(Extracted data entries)
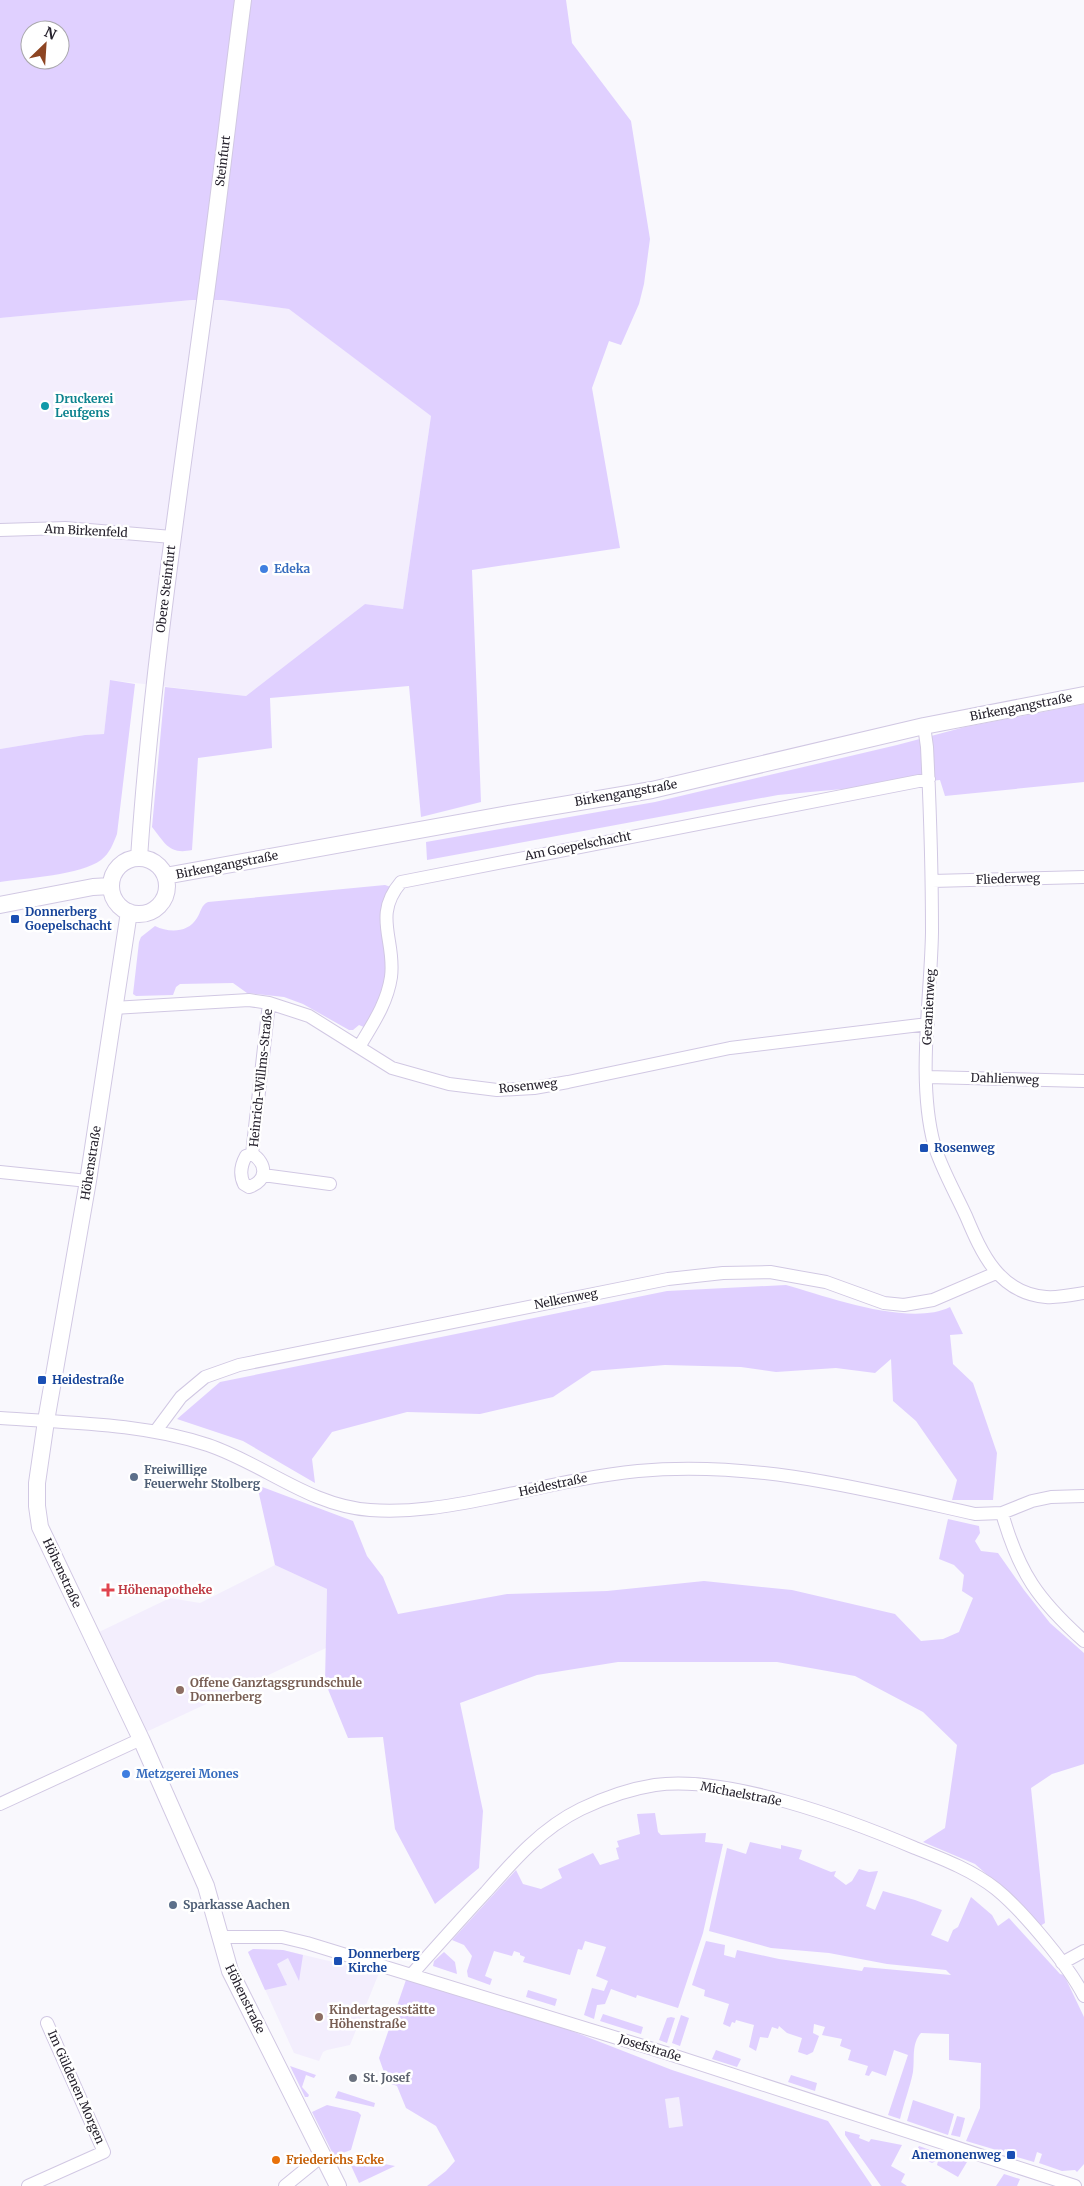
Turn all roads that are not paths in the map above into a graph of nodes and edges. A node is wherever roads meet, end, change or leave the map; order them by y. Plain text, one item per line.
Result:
1 (243, 0) edge
2 (203, 322) joint
3 (0, 530) edge
4 (172, 537) junction
5 (1084, 695) edge
6 (924, 726) junction
7 (929, 780) junction
8 (139, 858) junction
9 (165, 876) junction
10 (1084, 877) edge
11 (932, 881) junction
12 (111, 886) junction
13 (0, 905) edge
14 (129, 912) junction
15 (269, 1003) junction
16 (113, 1008) junction
17 (928, 1024) junction
18 (359, 1047) junction
19 (926, 1076) junction
20 (1084, 1081) edge
21 (252, 1154) junction
22 (0, 1172) edge
23 (263, 1175) junction
24 (88, 1181) junction
25 (330, 1184) dead end
26 (996, 1273) junction
27 (1084, 1294) edge
28 (0, 1418) edge
29 (46, 1421) junction
30 (155, 1432) junction
31 (1084, 1496) edge
32 (1002, 1513) junction
33 (1084, 1641) edge
34 (141, 1739) junction
35 (0, 1804) edge
36 (219, 1938) junction
37 (1084, 1951) edge
38 (1062, 1963) junction
39 (412, 1974) junction
40 (1084, 1996) edge
41 (47, 2022) dead end
42 (323, 2155) junction
43 (28, 2186) edge
44 (286, 2186) edge
45 (338, 2186) edge
46 (1075, 2186) edge

1 - 2 street, Steinfurt
2 - 4 street, Obere Steinfurt
3 - 4 street, Am Birkenfeld
4 - 8 street, Obere Steinfurt
5 - 6 street, Birkengangstraße
6 - 7 street, Geranienweg
6 - 9 street, Birkengangstraße
7 - 11 street, Geranienweg
7 - 18 street, Am Goepelschacht
8 - 9 street
8 - 12 street
9 - 14 street
10 - 11 street, Fliederweg
11 - 17 street, Geranienweg
12 - 13 street
12 - 14 street
14 - 16 street, Höhenstraße
15 - 16 street, Rosenweg
15 - 18 street, Rosenweg
15 - 21 street, Heinrich-Willms-Straße
16 - 24 street, Höhenstraße
17 - 18 street, Rosenweg
17 - 19 street, Geranienweg
19 - 20 street, Dahlienweg
19 - 26 street, Geranienweg
21 - 23 street, Heinrich-Willms-Straße
21 - 23 street, Heinrich-Willms-Straße
22 - 24 street
23 - 25 street
24 - 29 street, Höhenstraße
26 - 27 street, Geranienweg
26 - 30 street, Nelkenweg
28 - 29 street, Heidestraße
29 - 30 street, Heidestraße
29 - 34 street, Höhenstraße
30 - 32 street, Heidestraße
31 - 32 street, Heidestraße
32 - 33 street
34 - 35 street
34 - 36 street, Höhenstraße
36 - 39 street, Josefstraße
36 - 42 street, Höhenstraße
37 - 38 street
38 - 39 street, Michaelstraße
38 - 40 street, Michaelstraße
39 - 46 street, Josefstraße
41 - 43 street, Im Güldenen Morgen
42 - 44 street
42 - 45 street, Höhenstraße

= INSTRUCTIONS FOR THE TASK =
Look through the entries above; copy every line holding the string "Heidestraße".

= WRITTEN ANSWER =
28 - 29 street, Heidestraße
29 - 30 street, Heidestraße
30 - 32 street, Heidestraße
31 - 32 street, Heidestraße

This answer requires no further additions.